**Exercise objective**.
Pick every line from the data that holds the word "Robert".

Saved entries
────────────────────

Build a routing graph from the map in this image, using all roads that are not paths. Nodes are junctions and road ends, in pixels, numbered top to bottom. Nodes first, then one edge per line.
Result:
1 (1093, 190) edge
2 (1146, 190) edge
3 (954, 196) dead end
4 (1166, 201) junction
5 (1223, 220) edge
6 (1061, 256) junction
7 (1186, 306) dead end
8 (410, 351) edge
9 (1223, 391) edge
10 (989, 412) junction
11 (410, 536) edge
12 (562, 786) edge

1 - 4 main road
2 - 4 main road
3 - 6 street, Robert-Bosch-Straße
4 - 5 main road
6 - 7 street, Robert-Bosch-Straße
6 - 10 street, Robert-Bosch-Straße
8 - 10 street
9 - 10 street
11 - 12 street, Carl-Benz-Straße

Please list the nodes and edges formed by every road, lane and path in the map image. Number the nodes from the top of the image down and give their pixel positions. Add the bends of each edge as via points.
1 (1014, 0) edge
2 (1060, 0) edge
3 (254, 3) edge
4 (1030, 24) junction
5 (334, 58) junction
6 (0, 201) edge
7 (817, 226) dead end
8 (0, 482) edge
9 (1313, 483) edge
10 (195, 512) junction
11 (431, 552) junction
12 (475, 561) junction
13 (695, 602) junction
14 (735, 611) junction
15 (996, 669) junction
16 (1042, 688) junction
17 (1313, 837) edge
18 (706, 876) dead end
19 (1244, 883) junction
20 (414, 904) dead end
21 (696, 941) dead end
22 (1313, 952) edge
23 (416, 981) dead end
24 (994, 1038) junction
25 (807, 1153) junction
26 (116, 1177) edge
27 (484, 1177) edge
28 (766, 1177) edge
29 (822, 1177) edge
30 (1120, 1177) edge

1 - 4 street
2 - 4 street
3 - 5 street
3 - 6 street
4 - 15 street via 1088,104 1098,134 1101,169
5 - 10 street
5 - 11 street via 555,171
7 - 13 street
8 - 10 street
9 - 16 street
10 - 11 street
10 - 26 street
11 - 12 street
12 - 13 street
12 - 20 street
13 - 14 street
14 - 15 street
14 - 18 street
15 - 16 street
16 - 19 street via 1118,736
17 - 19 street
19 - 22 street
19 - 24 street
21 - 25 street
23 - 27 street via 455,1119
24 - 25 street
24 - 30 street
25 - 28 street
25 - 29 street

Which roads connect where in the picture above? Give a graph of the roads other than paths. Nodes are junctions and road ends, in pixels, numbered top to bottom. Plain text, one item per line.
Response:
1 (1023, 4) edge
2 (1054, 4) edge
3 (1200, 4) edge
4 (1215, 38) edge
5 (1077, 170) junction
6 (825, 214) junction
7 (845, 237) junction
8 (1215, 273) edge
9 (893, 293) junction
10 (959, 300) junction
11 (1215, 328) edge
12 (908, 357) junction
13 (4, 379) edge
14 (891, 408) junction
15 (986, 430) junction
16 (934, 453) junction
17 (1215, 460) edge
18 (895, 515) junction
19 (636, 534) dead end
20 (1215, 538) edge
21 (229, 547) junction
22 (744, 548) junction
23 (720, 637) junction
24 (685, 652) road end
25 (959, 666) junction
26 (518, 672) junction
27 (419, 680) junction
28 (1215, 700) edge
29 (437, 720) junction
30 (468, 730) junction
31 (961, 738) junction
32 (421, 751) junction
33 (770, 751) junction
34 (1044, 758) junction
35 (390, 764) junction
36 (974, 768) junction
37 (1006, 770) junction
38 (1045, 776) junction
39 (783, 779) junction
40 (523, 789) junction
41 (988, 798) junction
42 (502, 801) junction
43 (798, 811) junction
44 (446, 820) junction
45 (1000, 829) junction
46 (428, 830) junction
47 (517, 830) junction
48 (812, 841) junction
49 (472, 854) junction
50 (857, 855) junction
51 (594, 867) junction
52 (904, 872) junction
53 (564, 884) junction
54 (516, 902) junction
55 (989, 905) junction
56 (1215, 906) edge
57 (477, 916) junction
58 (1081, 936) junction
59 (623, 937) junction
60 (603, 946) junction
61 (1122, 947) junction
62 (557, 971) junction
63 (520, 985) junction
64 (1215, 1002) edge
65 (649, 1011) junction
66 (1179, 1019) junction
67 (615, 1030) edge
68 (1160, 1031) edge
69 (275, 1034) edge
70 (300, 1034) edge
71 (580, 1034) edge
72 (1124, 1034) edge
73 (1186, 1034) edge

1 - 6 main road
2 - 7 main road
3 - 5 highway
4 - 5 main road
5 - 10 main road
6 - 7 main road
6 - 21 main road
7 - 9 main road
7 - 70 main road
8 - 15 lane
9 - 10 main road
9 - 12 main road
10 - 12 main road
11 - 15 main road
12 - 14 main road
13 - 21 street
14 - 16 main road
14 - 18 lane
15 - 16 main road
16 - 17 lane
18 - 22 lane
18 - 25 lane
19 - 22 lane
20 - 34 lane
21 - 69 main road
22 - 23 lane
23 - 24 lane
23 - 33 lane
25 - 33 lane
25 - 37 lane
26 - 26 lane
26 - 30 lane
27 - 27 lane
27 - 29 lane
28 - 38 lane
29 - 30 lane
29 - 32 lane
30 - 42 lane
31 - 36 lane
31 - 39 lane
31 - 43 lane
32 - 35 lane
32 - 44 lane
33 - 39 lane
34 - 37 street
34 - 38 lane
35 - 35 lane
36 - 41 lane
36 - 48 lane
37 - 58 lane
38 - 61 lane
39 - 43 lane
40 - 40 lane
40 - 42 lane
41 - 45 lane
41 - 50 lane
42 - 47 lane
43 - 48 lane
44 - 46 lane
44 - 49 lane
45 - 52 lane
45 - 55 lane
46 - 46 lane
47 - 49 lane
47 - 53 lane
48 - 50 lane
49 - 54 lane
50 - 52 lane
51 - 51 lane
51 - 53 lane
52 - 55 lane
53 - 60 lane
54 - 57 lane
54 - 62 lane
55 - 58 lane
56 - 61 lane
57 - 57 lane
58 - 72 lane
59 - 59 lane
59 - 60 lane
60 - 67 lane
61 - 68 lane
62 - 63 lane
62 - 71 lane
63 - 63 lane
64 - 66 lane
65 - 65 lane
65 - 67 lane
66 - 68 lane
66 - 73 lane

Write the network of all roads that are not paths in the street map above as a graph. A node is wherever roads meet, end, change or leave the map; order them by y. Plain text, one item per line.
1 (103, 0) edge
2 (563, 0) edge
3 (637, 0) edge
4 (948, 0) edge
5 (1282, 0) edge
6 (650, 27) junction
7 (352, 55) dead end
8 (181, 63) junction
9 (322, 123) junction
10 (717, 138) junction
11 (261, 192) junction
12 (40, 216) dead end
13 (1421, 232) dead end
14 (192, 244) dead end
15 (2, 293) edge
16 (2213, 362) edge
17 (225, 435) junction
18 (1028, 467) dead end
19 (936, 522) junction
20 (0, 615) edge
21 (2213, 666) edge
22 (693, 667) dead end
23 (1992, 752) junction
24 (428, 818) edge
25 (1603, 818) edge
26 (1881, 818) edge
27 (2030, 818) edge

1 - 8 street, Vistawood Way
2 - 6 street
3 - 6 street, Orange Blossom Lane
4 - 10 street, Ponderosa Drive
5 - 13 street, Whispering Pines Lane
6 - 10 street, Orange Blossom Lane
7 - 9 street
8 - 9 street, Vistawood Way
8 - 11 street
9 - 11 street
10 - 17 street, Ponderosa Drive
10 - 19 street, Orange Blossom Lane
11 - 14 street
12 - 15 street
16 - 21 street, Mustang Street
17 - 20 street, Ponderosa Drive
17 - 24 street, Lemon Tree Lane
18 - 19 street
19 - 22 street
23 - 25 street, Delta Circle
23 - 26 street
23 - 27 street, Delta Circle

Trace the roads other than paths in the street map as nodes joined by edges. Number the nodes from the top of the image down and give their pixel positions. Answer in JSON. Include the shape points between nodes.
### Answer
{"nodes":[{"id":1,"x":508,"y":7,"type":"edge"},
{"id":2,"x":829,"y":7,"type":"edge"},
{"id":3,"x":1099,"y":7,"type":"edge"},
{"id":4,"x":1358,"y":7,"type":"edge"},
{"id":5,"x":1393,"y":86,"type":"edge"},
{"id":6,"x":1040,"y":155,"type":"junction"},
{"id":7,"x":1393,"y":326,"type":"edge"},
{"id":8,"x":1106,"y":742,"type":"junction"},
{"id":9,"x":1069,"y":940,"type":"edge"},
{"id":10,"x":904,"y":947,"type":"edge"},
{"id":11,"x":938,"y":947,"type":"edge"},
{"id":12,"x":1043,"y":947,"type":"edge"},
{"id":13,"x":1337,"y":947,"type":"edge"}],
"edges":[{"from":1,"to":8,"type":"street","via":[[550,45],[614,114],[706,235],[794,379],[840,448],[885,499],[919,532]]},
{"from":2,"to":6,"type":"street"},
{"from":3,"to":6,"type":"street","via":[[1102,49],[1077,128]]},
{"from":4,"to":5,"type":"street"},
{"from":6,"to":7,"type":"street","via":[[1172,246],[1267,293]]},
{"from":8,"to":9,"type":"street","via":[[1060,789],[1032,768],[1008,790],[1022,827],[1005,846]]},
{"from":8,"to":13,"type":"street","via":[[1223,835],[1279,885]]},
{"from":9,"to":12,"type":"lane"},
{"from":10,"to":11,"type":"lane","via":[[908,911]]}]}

────────────────────

**Solution to the exercise**.
3 - 6 street, Robert-Bosch-Straße
6 - 7 street, Robert-Bosch-Straße
6 - 10 street, Robert-Bosch-Straße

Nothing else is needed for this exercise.